▶ _Data in this exercise_:
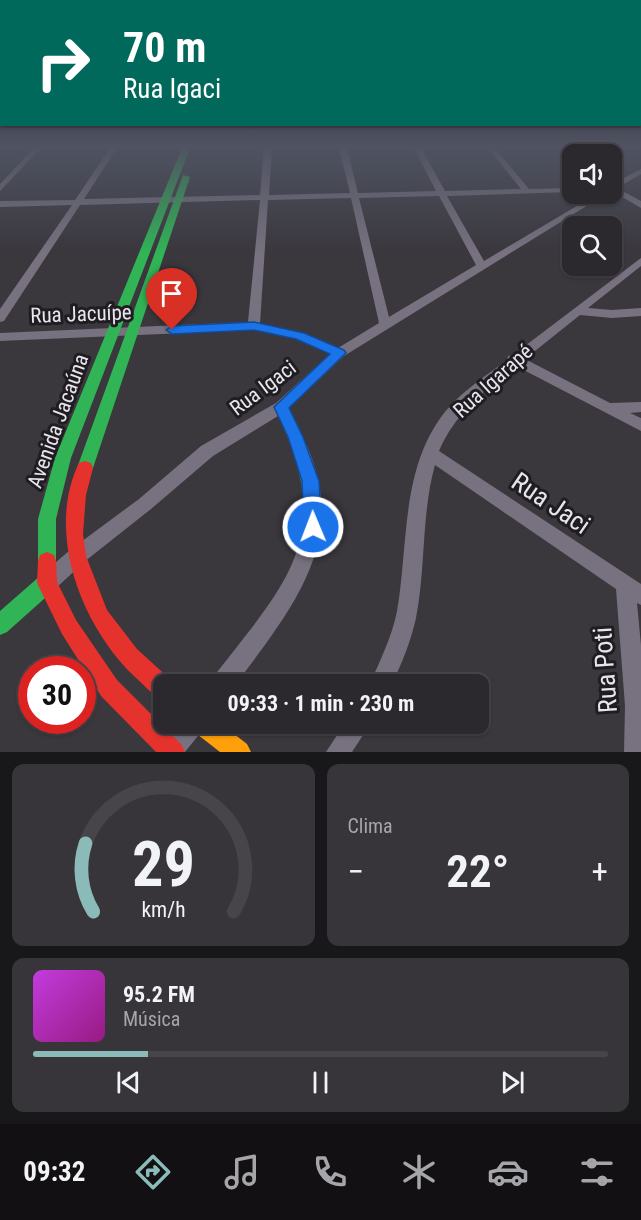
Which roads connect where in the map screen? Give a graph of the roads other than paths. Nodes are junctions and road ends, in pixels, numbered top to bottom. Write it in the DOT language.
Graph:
graph roads {
  1 [pos="90,183"];
  2 [pos="176,183"];
  3 [pos="179,183"];
  4 [pos="265,183"];
  5 [pos="350,183"];
  6 [pos="436,183"];
  7 [pos="520,183"];
  8 [pos="562,190"];
  9 [pos="527,191"];
  10 [pos="441,192"];
  11 [pos="622,194"];
  12 [pos="353,195"];
  13 [pos="264,197"];
  14 [pos="172,199"];
  15 [pos="78,201"];
  16 [pos="0,204"];
  17 [pos="585,204"];
  18 [pos="641,205"];
  19 [pos="641,261"];
  20 [pos="482,266"];
  21 [pos="576,310"];
  22 [pos="641,312"];
  23 [pos="0,318"];
  24 [pos="385,324"];
  25 [pos="254,326"];
  26 [pos="114,332"];
  27 [pos="132,332"];
  28 [pos="0,337"];
  29 [pos="339,353"];
  30 [pos="513,359"];
  31 [pos="281,407"];
  32 [pos="641,407"];
  33 [pos="609,408"];
  34 [pos="641,425"];
  35 [pos="432,455"];
  36 [pos="77,556"];
  37 [pos="47,583"];
  38 [pos="633,590"];
  39 [pos="0,625"];
  40 [pos="229,674"];
  41 [pos="386,674"];
  42 [pos="153,679"];
  43 [pos="185,734"];
  44 [pos="215,734"];
  45 [pos="351,734"];
  46 [pos="171,751"];
  47 [pos="239,752"];
  48 [pos="338,752"];
  49 [pos="636,752"];
  1 -- 15 [label="street"];
  2 -- 14 [label="street, Avenida Jacaúna"];
  3 -- 14 [label="street, Avenida Jacaúna"];
  4 -- 13 [label="street"];
  5 -- 12 [label="street"];
  6 -- 10 [label="street"];
  7 -- 9 [label="street"];
  8 -- 9 [label="street"];
  9 -- 10 [label="street"];
  10 -- 12 [label="street"];
  10 -- 20 [label="street"];
  11 -- 18 [label="street"];
  12 -- 13 [label="street"];
  12 -- 24 [label="street"];
  13 -- 14 [label="street"];
  13 -- 25 [label="street"];
  14 -- 15 [label="street"];
  14 -- 26 [label="street, Avenida Jacaúna"];
  14 -- 27 [label="street, Avenida Jacaúna"];
  15 -- 16 [label="street"];
  15 -- 23 [label="street"];
  17 -- 20 [label="street, Rua Igaci"];
  19 -- 21 [label="street, Rua Igarapé"];
  20 -- 24 [label="street, Rua Igaci"];
  21 -- 22 [label="street"];
  21 -- 30 [label="street, Rua Igarapé"];
  24 -- 29 [label="street, Rua Igaci"];
  25 -- 27 [label="street, Rua Jacuípe"];
  25 -- 29 [label="street, Rua Jacuípe"];
  26 -- 27 [label="street, Rua Jacuípe"];
  26 -- 28 [label="street, Rua Jacuípe"];
  26 -- 37 [label="street, Avenida Jacaúna"];
  27 -- 36 [label="street, Avenida Jacaúna"];
  29 -- 31 [label="street, Rua Igaci"];
  30 -- 33 [label="street"];
  30 -- 35 [label="street, Rua Igarapé"];
  31 -- 36 [label="street, Rua Igaci"];
  31 -- 40 [label="street"];
  32 -- 33 [label="street"];
  33 -- 34 [label="street"];
  35 -- 38 [label="street, Rua Jaci"];
  35 -- 41 [label="street, Rua Igarapé"];
  36 -- 37 [label="street, Rua Igaci"];
  36 -- 42 [label="street, Avenida Jacaúna"];
  37 -- 39 [label="street, Rua Igaci"];
  37 -- 46 [label="street, Avenida Jacaúna"];
  38 -- 49 [label="street, Rua Poti"];
  43 -- 46 [label="street"];
  44 -- 47 [label="street"];
  45 -- 48 [label="street"];
}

▶ _Task directions_: Please show the lines of the material that contain the string "Igarapé".

▶ _Solution to the exercise_:
  19 -- 21 [label="street, Rua Igarapé"];
  21 -- 30 [label="street, Rua Igarapé"];
  30 -- 35 [label="street, Rua Igarapé"];
  35 -- 41 [label="street, Rua Igarapé"];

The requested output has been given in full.